__Extracted material__:

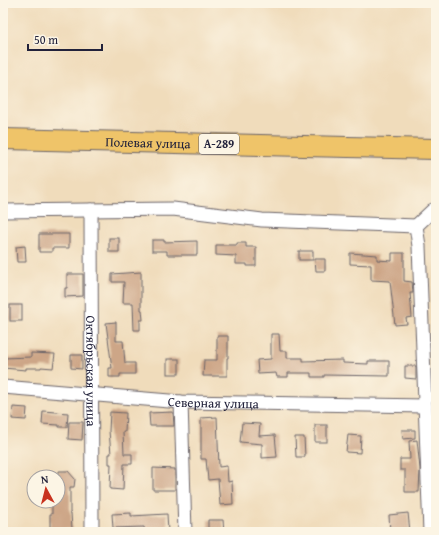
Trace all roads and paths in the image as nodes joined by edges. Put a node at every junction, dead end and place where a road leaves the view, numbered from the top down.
1 (3, 138) edge
2 (436, 149) edge
3 (3, 151) edge
4 (436, 161) edge
5 (436, 209) edge
6 (91, 210) junction
7 (3, 211) edge
8 (416, 226) junction
9 (3, 387) edge
10 (91, 395) junction
11 (181, 402) junction
12 (424, 406) junction
13 (92, 532) edge
14 (185, 532) edge
15 (430, 532) edge

1 - 2 highway, Полевая улица / А-289
3 - 4 highway, Полевая улица / А-289
5 - 8 street
6 - 7 street
6 - 8 street
6 - 10 street, Октябрьская улица
8 - 12 street
9 - 10 street, Северная улица
10 - 11 street, Северная улица
10 - 13 street, Октябрьская улица
11 - 12 street, Северная улица
11 - 14 street
12 - 15 street

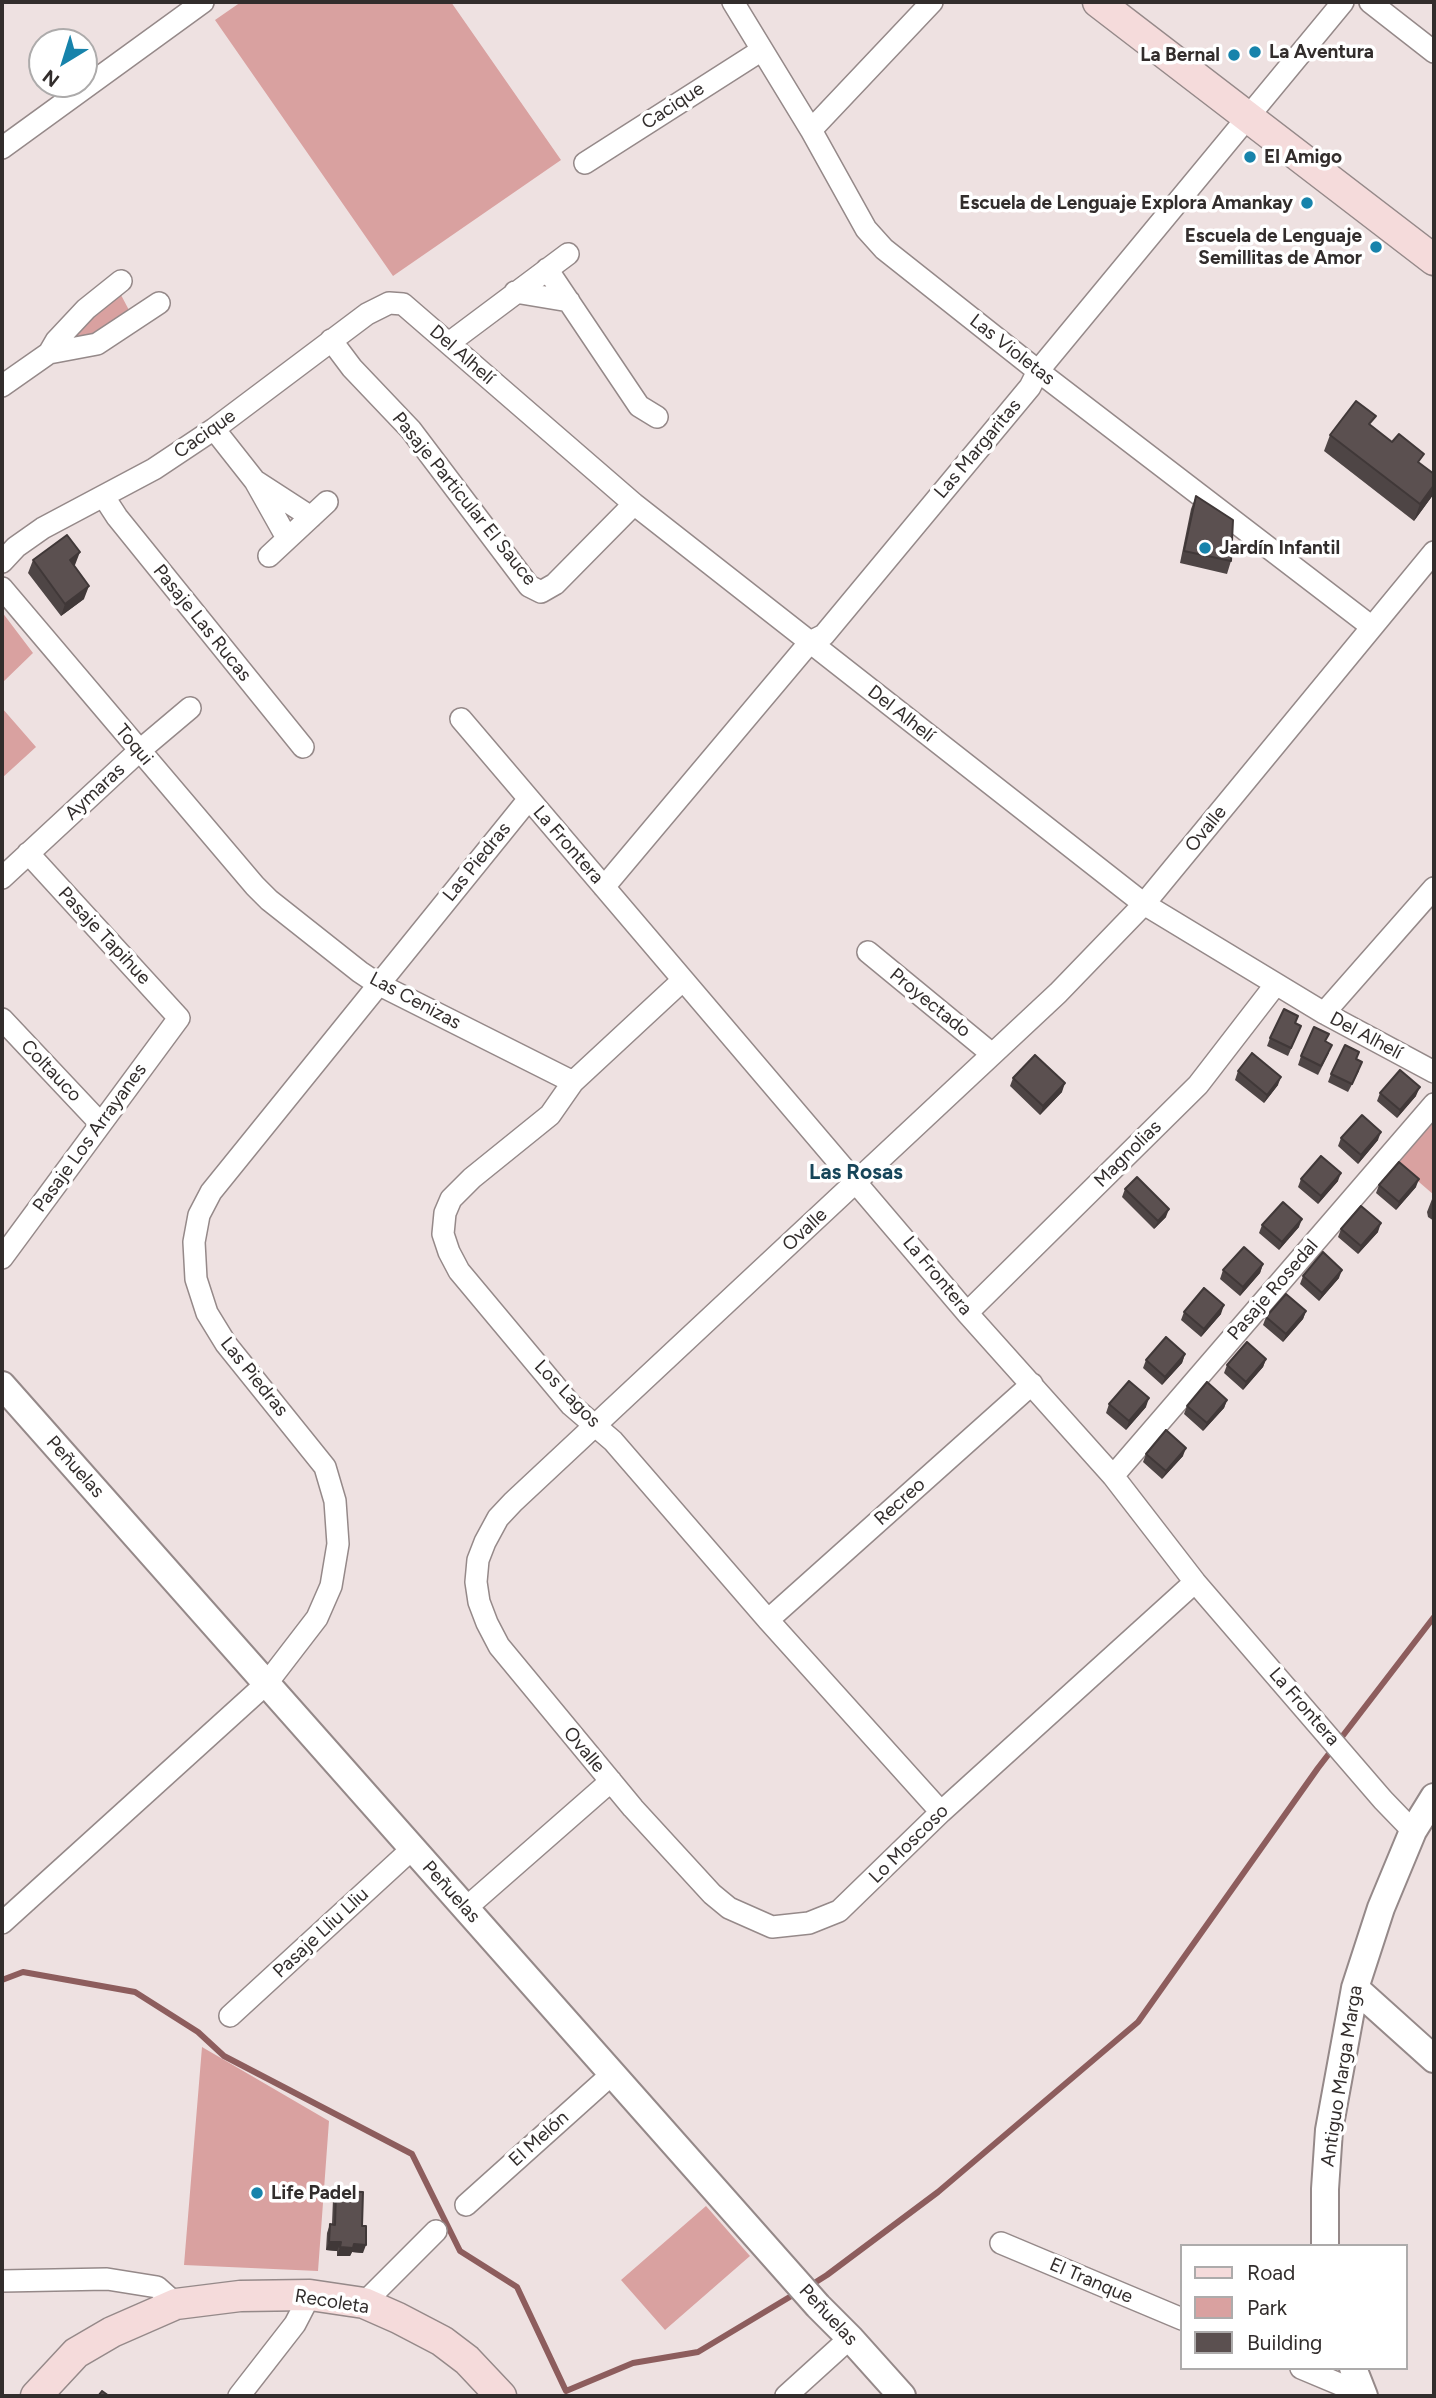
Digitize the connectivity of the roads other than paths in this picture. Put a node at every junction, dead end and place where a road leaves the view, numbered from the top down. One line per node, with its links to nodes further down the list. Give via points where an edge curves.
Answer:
1 (203, 2): 7 (street)
2 (733, 2): 8 (street, Las Violetas)
3 (932, 2): 11 (street)
4 (1098, 2): 10 (main road)
5 (1343, 2): 10 (street, Las Margaritas)
6 (1370, 2): 9 (street)
7 (176, 10): 12 (street)
8 (762, 50): 11 (street, Las Violetas); 13 (street, Cacique)
9 (1434, 52)
10 (1248, 116): 15 (main road); 23 (street, Las Margaritas)
11 (811, 130): 23 (street, Las Violetas, via 866,229 884,249)
12 (2, 148)
13 (585, 163)
14 (568, 254): 16 (street)
15 (1434, 260)
16 (547, 269): 17 (street); 18 (street)
17 (515, 292): 18 (street); 21 (street)
18 (569, 301): 25 (street, via 639,406)
19 (403, 304): 20 (street, Cacique, via 389,303); 21 (street, Del Alhelí)
20 (331, 340): 26 (street, Cacique); 30 (street, Pasaje Particular El Sauce, via 411,430 529,586 541,592 555,584)
21 (449, 343): 30 (street, Del Alhelí)
22 (50, 353): 22 (street, via 55,341 118,275 151,308 97,344); 24 (street)
23 (1038, 371): 37 (street, Las Violetas); 38 (street, Las Margaritas, via 1030,387 824,635)
24 (2, 386)
25 (657, 417)
26 (214, 429): 27 (street); 28 (street, Cacique)
27 (255, 481): 31 (street); 32 (street)
28 (104, 497): 35 (street, Cacique, via 43,528); 41 (street, Pasaje Las Rucas)
29 (327, 502): 31 (street)
30 (634, 504): 38 (street, Del Alhelí)
31 (312, 517): 32 (street)
32 (287, 538): 34 (street)
33 (1434, 552): 37 (street, Ovalle)
34 (269, 556)
35 (2, 562)
36 (2, 588): 42 (street, Toqui)
37 (1372, 627): 49 (street, Ovalle)
38 (810, 642): 46 (street, Las Margaritas); 49 (street, Del Alhelí)
39 (190, 708): 42 (street, Aymaras)
40 (461, 719): 43 (street, La Frontera)
41 (303, 747)
42 (139, 751): 44 (street, Aymaras); 48 (street, Toqui)
43 (528, 800): 46 (street, La Frontera); 52 (street, Las Piedras)
44 (28, 853): 45 (street, Aymaras); 55 (street, Pasaje Tapihue)
45 (2, 878)
46 (604, 887): 51 (street, La Frontera)
47 (1434, 888): 54 (street)
48 (269, 900): 52 (street, Las Cenizas)
49 (1144, 904): 53 (street, Del Alhelí); 57 (street, Ovalle)
50 (868, 952): 57 (street, Proyectado)
51 (683, 980): 59 (street, Los Lagos); 62 (street, La Frontera)
52 (378, 984): 59 (street, Las Cenizas); 71 (street, Las Piedras, via 211,1192 199,1215 194,1242 196,1279 207,1313 226,1344 325,1467 335,1501 338,1544 331,1586 317,1618)
53 (1276, 984): 54 (street, Del Alhelí); 64 (street, Magnolias, via 1198,1085)
54 (1324, 1013): 58 (street, Del Alhelí)
55 (179, 1018): 61 (street, Pasaje Los Arrayanes)
56 (4, 1027): 61 (street, Coltauco)
57 (992, 1054): 62 (street, Ovalle)
58 (1434, 1072)
59 (573, 1082): 67 (street, Los Lagos, via 550,1115 452,1199 443,1234 459,1271)
60 (1434, 1104): 68 (street, Pasaje Rosedal)
61 (100, 1123): 63 (street, Pasaje Los Arrayanes)
62 (857, 1182): 64 (street, La Frontera); 67 (street, Ovalle)
63 (2, 1258)
64 (967, 1312): 65 (street, La Frontera)
65 (1032, 1384): 68 (street, La Frontera); 70 (street, Recreo)
66 (3, 1393): 71 (street, Peñuelas)
67 (593, 1425): 70 (street, Los Lagos, via 613,1441); 72 (street, Ovalle, via 498,1518 478,1560 476,1582 486,1623 499,1646)
68 (1113, 1475): 69 (street, La Frontera)
69 (1195, 1582): 74 (street, Lo Moscoso); 75 (street, La Frontera)
70 (768, 1620): 74 (street, Los Lagos)
71 (267, 1683): 76 (street, Peñuelas); 78 (street, Las Piedras)
72 (611, 1781): 74 (street, Lo Moscoso, via 712,1894 729,1908 772,1927 809,1923 839,1911); 77 (street, Ovalle)
73 (1434, 1797): 75 (street, Antiguo Marga Marga)
74 (941, 1812)
75 (1413, 1831): 79 (street, Antiguo Marga Marga)
76 (412, 1849): 77 (street, Peñuelas); 80 (street, Pasaje Lliu Lliu)
77 (466, 1908): 82 (street, Peñuelas)
78 (2, 1923)
79 (1355, 1988): 81 (street); 86 (street, Antiguo Marga Marga, via 1329,2130)
80 (230, 2016)
81 (1434, 2059)
82 (611, 2074): 83 (street, El Melón); 92 (street, Peñuelas)
83 (466, 2204)
84 (436, 2231): 89 (street)
85 (1000, 2243): 91 (street, El Tranque)
86 (1325, 2244)
87 (2, 2281): 90 (street, via 107,2279 157,2287)
88 (310, 2295): 89 (main road, Recoleta); 90 (main road, Recoleta, via 240,2296); 97 (street, via 295,2323)
89 (365, 2303): 98 (main road, Recoleta, via 442,2341)
90 (176, 2304): 96 (main road, Recoleta, via 76,2353)
91 (1180, 2318)
92 (850, 2338): 99 (street); 100 (street, Peñuelas)
93 (1306, 2370): 95 (street)
94 (1354, 2370): 95 (street)
95 (1363, 2395)
96 (36, 2396)
97 (239, 2396)
98 (502, 2396)
99 (786, 2396)
100 (902, 2396)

__Work to complete__: Every line above that holds the word "view" should be copied out.

__Completed task__:
Trace all roads and paths in the image as nodes joined by edges. Put a node at every junction, dead end and place where a road leaves the view, numbered from the top down.
Digitize the connectivity of the roads other than paths in this picture. Put a node at every junction, dead end and place where a road leaves the view, numbered from the top down. One line per node, with its links to nodes further down the list. Give via points where an edge curves.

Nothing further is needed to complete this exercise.